The data below should be restated word for word, with every picture omitted.
MATERIALS PROVIDED below:
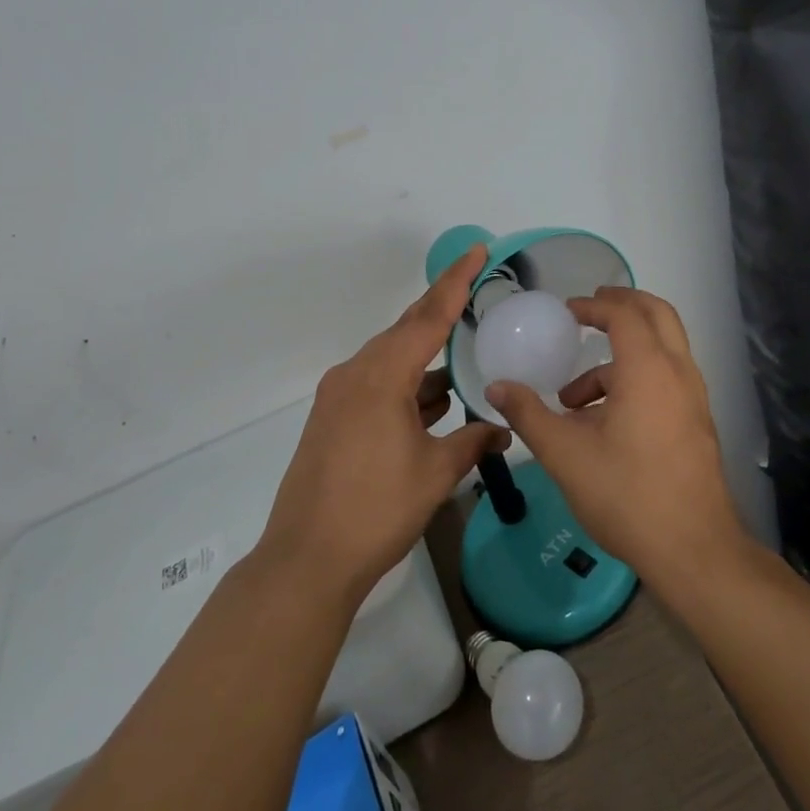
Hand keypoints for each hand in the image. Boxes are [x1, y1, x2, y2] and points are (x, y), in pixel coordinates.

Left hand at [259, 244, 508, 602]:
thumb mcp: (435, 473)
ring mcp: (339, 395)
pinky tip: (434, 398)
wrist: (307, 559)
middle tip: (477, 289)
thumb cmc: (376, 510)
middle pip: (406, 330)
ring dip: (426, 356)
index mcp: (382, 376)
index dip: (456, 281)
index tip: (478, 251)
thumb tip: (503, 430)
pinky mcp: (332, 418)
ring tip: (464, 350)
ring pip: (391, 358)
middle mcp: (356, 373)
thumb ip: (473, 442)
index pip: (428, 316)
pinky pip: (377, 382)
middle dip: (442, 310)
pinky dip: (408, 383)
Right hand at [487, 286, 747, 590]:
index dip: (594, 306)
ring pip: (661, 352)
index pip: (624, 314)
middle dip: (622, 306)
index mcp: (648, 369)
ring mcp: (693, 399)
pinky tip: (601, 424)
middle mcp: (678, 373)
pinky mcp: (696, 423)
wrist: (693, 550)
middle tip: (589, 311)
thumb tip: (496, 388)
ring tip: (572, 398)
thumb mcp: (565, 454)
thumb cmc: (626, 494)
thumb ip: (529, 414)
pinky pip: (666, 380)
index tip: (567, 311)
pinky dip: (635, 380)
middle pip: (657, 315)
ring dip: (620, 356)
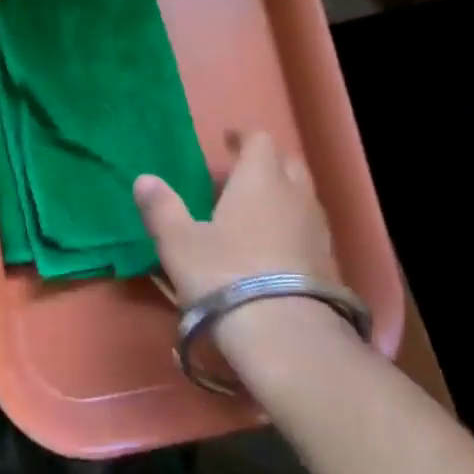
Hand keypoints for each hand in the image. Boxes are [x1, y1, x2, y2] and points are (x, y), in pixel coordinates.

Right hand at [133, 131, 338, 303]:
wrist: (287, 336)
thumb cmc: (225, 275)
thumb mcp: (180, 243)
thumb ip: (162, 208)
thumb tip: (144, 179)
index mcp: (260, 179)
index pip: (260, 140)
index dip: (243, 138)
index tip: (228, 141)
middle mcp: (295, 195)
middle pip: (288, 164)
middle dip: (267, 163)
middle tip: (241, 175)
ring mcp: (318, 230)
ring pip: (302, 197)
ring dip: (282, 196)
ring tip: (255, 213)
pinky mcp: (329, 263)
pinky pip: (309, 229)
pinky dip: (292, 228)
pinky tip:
End of MATERIALS PROVIDED.
§ **RESPONSE FOR THIS EXERCISE**:
Hand keypoints for each hand in the image. Boxes are [x1, y1, x2, y2] and points are (x, y), in pixel coordinates.

Left hand at [259, 244, 508, 602]:
thumb mcp: (435, 473)
ring mcp: (339, 395)
pinky tip: (434, 398)
wrist: (307, 559)
middle tip: (477, 289)
thumb cmc: (376, 510)
middle pip: (406, 330)
ring dip: (426, 356)
index mcp: (382, 376)
index dip: (456, 281)
index tip: (478, 251)
thumb tip: (503, 430)
pinky mcp: (332, 418)
ring tip: (464, 350)
ring pip: (391, 358)
middle mcp: (356, 373)
thumb ip: (473, 442)
index pip: (428, 316)
pinky pip: (377, 382)
middle dip: (442, 310)
pinky dip: (408, 383)
Right hand at [487, 286, 747, 590]:
index dip: (594, 306)
ring pip: (661, 352)
index pip: (624, 314)
middle dip: (622, 306)
index mcp: (648, 369)
ring mcp: (693, 399)
pinky tip: (601, 424)
middle mcp: (678, 373)
pinky mcp: (696, 423)
wrist: (693, 550)
middle tip: (589, 311)
thumb tip: (496, 388)
ring tip: (572, 398)
thumb mcp: (565, 454)
thumb cmc: (626, 494)
thumb ip: (529, 414)
pinky pip: (666, 380)
index tip: (567, 311)
pinky dip: (635, 380)
middle pip: (657, 315)
ring dip: (620, 356)
Hand keypoints for each hand in the image. Boxes are [x1, y1, x2, y2] and points are (x, y), in pixel coordinates.

Right hand at [133, 131, 338, 303]:
wrist: (287, 336)
thumb cmc: (225, 275)
thumb mcp: (180, 243)
thumb ip: (162, 208)
thumb tip: (144, 179)
index mcp: (260, 179)
index pip: (260, 140)
index dip: (243, 138)
index tip: (228, 141)
middle mcp: (295, 195)
middle pip: (288, 164)
middle dip: (267, 163)
middle tip: (241, 175)
ring mcp: (318, 230)
ring pip: (302, 197)
ring dip: (282, 196)
ring tip: (255, 213)
pinky mcp: (329, 263)
pinky pip: (309, 229)
pinky dip: (292, 228)
pinky tip:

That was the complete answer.